The second survey reported here shifted the focus from interviewing individual South Africans to interviewing employers. The main findings of this survey of 200 public and private sector enterprises were as follows:

  • The survey captured a cross-section of enterprises from a range of different sectors, of different sizes and with different ownership characteristics. It includes a set of enterprises, private and public sector, foreign and local, which are leaders in the market for high skilled personnel in South Africa. The 200 enterprises employ an estimated 101 000 skilled personnel with the largest absolute numbers in banking and finance, education and health, and industrial. The sectors with the lowest absolute numbers of skilled personnel were entertainment and tourism, and construction.
  • The sectors in which the ratio of skilled personnel to total employment is especially high include education and health, banking and finance and computers and IT services. The most high skills intensive sectors are computers and IT services (57% of employees), business services (47%), education and health (41%) and banking and finance (29%). In total, these four sectors accounted for 78 000 skilled employees. In several computer services and IT enterprises the proportion of highly skilled was 90% or more.
  • Over 50% of enterprises employ a skilled workforce of citizens or permanent residents alone. Some 46.5% employ some foreign high skilled workers. The highest proportions are in banking and finance, computers and IT services, education and health, and business services. But across the 200 surveyed enterprises, foreign skilled personnel number in total only between 2 000 - 3 000 workers. Overall, non-South Africans represent more than 5% of the total labour force in only 8% of the enterprises.

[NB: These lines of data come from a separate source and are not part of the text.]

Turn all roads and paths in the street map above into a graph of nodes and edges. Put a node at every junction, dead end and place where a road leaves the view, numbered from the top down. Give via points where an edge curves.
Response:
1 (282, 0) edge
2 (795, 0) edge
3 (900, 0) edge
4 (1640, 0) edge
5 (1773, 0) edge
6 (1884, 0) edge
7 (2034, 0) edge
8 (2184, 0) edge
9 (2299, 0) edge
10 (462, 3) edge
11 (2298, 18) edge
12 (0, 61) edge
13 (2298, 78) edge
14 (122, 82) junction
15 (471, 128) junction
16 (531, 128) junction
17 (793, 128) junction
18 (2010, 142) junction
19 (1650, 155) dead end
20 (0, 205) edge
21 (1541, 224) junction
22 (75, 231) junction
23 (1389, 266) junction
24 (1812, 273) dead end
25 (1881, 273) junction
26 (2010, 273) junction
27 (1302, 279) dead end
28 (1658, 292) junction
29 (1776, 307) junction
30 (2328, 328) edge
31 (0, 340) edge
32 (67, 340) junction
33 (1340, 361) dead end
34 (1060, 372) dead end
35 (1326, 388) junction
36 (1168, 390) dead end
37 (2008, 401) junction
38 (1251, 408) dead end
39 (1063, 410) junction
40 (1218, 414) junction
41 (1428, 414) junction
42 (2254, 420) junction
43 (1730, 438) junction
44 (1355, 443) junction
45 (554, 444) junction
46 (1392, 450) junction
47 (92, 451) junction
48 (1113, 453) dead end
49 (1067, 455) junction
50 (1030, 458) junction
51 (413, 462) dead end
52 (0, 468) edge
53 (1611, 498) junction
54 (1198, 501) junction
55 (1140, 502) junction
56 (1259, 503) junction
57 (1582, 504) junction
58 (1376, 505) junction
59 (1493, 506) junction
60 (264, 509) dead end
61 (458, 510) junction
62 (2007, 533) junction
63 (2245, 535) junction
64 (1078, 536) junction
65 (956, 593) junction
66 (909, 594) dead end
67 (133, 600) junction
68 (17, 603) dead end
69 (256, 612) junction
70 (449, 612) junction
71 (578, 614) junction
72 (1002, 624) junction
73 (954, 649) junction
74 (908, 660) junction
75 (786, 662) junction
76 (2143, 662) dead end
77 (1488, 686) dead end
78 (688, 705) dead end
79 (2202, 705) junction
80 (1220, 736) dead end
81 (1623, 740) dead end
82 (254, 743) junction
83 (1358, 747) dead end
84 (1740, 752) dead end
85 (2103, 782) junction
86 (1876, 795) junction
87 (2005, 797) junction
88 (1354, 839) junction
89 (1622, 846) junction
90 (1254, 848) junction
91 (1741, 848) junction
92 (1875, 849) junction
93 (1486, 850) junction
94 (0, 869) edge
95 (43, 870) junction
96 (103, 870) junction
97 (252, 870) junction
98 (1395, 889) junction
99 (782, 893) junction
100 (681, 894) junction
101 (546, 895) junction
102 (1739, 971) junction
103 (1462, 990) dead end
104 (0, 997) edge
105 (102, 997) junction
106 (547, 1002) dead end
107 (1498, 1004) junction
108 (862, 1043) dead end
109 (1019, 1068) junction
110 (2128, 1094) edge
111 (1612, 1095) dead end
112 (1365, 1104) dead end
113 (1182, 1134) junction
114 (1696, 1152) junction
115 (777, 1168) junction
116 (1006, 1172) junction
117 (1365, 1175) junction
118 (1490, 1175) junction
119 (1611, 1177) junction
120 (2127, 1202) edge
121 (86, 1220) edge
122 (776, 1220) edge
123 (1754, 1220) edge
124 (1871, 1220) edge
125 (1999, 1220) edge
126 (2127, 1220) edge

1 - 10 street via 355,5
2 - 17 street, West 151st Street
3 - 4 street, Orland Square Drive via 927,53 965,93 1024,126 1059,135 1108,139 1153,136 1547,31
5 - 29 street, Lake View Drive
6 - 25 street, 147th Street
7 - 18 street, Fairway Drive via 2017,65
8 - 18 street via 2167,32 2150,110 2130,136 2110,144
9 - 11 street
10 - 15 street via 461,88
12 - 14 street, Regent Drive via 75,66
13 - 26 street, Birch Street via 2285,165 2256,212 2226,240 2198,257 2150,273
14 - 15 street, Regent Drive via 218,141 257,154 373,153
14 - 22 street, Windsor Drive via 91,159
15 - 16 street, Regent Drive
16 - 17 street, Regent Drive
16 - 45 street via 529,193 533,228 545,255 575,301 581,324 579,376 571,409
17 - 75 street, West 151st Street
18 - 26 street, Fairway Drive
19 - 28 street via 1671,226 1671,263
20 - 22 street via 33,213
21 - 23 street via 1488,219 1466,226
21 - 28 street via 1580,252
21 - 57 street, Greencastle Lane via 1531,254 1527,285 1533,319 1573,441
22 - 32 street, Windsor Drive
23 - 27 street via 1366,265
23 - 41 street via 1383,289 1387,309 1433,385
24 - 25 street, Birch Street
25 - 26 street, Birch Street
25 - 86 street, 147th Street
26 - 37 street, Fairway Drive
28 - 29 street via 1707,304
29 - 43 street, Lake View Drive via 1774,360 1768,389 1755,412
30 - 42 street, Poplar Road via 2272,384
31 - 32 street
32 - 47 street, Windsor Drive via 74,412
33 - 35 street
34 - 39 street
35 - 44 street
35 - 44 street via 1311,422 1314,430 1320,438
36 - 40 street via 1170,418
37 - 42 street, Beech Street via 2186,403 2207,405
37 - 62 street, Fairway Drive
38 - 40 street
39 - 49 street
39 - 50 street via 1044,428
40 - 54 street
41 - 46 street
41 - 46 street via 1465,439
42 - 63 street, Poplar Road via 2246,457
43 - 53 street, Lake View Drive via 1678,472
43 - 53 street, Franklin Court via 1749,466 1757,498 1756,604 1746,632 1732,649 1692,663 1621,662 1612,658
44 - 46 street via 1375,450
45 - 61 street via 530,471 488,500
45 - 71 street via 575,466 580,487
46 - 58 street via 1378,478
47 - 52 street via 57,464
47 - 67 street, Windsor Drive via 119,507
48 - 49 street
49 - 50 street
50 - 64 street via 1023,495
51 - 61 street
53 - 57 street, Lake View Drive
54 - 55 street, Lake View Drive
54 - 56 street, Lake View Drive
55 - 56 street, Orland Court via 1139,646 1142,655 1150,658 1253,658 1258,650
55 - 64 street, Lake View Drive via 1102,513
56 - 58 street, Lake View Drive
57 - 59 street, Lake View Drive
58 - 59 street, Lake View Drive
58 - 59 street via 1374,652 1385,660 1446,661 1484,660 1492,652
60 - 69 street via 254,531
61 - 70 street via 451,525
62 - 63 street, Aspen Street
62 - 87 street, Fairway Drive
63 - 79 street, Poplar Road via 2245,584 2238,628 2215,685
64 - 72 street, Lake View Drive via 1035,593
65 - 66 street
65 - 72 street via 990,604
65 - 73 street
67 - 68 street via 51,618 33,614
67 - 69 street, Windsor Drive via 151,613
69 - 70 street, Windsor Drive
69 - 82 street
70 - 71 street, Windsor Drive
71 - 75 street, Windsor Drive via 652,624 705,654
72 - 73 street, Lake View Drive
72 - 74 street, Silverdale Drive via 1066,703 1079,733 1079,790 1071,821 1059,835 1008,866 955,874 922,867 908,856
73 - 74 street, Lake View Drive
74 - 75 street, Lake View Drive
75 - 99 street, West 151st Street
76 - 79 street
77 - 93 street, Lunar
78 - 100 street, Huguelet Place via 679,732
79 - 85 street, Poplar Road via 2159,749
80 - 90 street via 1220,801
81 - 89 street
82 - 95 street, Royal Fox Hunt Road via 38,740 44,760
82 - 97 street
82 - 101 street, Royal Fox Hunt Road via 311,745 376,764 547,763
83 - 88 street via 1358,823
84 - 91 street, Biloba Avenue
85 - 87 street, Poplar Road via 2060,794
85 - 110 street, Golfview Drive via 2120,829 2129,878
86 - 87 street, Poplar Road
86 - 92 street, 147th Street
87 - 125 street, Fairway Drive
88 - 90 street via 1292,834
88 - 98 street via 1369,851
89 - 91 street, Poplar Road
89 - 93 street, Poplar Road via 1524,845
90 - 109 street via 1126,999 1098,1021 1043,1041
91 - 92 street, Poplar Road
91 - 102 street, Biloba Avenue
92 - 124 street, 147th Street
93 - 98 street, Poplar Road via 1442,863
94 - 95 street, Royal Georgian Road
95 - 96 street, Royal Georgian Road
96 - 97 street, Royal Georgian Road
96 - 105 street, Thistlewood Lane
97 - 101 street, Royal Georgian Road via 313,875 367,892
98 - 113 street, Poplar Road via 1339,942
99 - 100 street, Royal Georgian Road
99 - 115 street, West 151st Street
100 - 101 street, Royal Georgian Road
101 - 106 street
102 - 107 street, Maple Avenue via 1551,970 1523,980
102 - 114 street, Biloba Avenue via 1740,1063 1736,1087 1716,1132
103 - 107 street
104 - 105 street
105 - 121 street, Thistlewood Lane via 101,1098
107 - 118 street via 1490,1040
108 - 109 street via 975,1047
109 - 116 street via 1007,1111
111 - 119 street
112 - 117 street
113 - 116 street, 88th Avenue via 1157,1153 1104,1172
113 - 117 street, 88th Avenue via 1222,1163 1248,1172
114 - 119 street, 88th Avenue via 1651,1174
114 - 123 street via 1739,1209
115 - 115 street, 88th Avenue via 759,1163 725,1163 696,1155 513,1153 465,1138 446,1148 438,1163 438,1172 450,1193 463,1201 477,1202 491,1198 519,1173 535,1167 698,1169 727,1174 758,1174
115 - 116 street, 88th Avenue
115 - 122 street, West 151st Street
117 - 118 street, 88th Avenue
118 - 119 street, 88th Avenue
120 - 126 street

  • In certain multinational enterprises, foreign skilled personnel are not in South Africa on a long-term basis. Rather, they are part of intracorporate movements involving a rotation of personnel or exchange programmes. The sources of foreign skilled personnel vary, with the most common countries of origin being the United Kingdom, Germany, the USA, Italy, and Australia.
  • Companies say that the impact of the emigration of skilled personnel has been much greater in the post-1994 period. The tempo of emigration of skilled personnel appears to have escalated, especially from 1996 onwards. Overall, one-third of enterprises rated as “significant” the outflow and impact of the brain drain, compared to only 2% for the pre-elections period. Some 98% said the impact of emigration was none or negligible before 1994. The corresponding figure for the post-1994 period falls to 67%.
  • The brain drain to date is of only minor importance compared to the total skills base of surveyed enterprises. In 67% of enterprises the issue of emigration of high skilled personnel was rated as of no or negligible importance.
  • The perceived impact of the brain drain varies sectorally. The numbers of enterprises reporting a significant impact was high in education and health (59%), business services (47%), banking and finance (43%), computers and IT services (35%) and industrial high tech (35%).
  • The most severe emerging skills shortage clearly relates to computing and information technology personnel. A global labour market has emerged in the sphere of computing and IT skills. Within this market, South Africa is rapidly losing competitive ground to the aggressive recruitment strategies and lucrative employment packages of enterprises in the USA, Western Europe and Australia.
  • The major potential source of recruitment for new high skill personnel is South Africa rather than overseas. The survey disclosed that the majority of enterprises prefer to hire local South African personnel into high skill positions whenever possible.
  • A key issue in offsetting the brain drain is the training programmes offered to employees. The operation of training programmes is a major means for expanding an enterprise’s asset base of skilled personnel. A positive finding was that the vast majority of the surveyed enterprises – 85% of the total – are involved in training and skills upgrading of their personnel. In many cases the budgets allocated to training and upgrading of personnel are substantial and impressive.
  • Finally, enterprises seeking to hire overseas employees report consistently negative experiences with the Department of Home Affairs. Almost without exception, there were complaints about delays, lack of transparency and obstructionism. In the case of many private sector enterprises, new growth and job opportunities for the South African economy have been either postponed or, in many instances, lost forever through what employers perceive to be the Department’s inability, unwillingness or failure to expedite the entry into the country of a relatively small number of highly skilled personnel.

Taken together, these two SAMP surveys provide unprecedented insights into South Africa’s brain drain and, in so doing, challenge many popular misconceptions. Their publication will, we hope, provide a sound basis for a rational debate on immigration policy and the development of a sound and workable alternative to current policy and irrational anti-immigrant restrictionism.